La lettre du 10 avril est la preuve évidente de ma sincérité. Dans quelle circonstance a-t-elle été écrite ? J'avais reçu, le 23 mars, le rapport de l'administrateur des prisons dont la religion (il le dit lui-même) avait été surprise ; c'est sur ce rapport que la mesure avait été prise ; le procureur général m'annonce que les motifs d'après lesquels cette mesure a été prise n'existent point : mon intention était de faire faire une nouvelle enquête ; avant d'y procéder j'apprends la mise en liberté de Retsin. Dès lors l'enquête n'était plus possible, et cependant je ne pouvais pas, en présence du rapport de M. l'administrateur, ordonner la réintégration de Retsin sans procéder à un nouvel examen. Qu'ai-je fait dans cet état de choses ? J'ai écrit au gouverneur de la Flandre orientale de s'informer si Retsin était à Opbrakel et de faire constater son état de santé par le médecin de l'établissement et par le bourgmestre de la commune. Si mon intention n'eût pas été d'envoyer Retsin à Opbrakel, si je n'avais pas eu l'intention de faire constater s'il était réellement malade, évidemment je n'aurais pas écrit au gouverneur de la Flandre orientale la lettre du 10 avril. Dès qu'il m'a été prouvé que Retsin n'était pas à Opbrakel, et même avant tout rapport officiel, je me suis empressé de donner l'ordre d'arrêter Retsin, ordre qui a été exécuté immédiatement.

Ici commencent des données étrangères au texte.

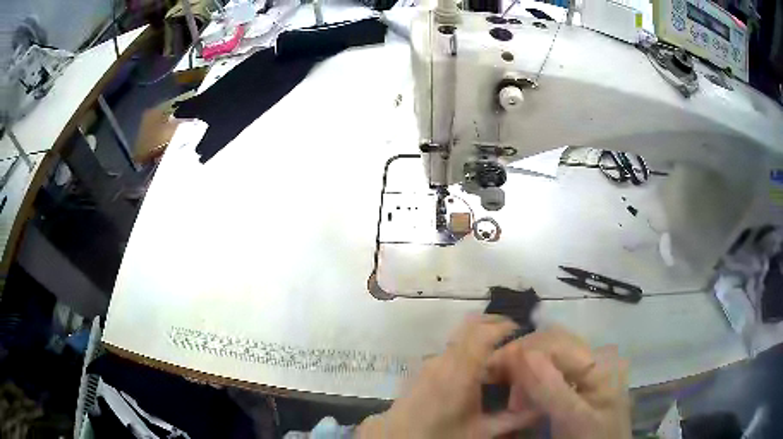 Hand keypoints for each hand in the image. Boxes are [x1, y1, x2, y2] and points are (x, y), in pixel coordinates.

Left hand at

Je me borne, messieurs, à ces observations. Je m'en rapporte à la décision de la chambre, qui a bien voulu m'écouter avec une bienveillante attention.

La chambre sera convaincue, que le fait que j'ai posé, je l'ai posé de bonne foi ; et dès lors elle ne croira pas devoir me retirer les sentiments de confiance et de bienveillance, dont elle m'a constamment honoré. Dans tous les cas, messieurs, je dois répéter que le fait ne concerne en aucune façon le ministère actuel ; le fait est antérieur à la formation du cabinet, et il ne regarde que moi seul ; il ne regarde aucunement ni mon collègue des affaires étrangères, ni mon collègue des finances.

- La séance est levée à 4 heures et demie.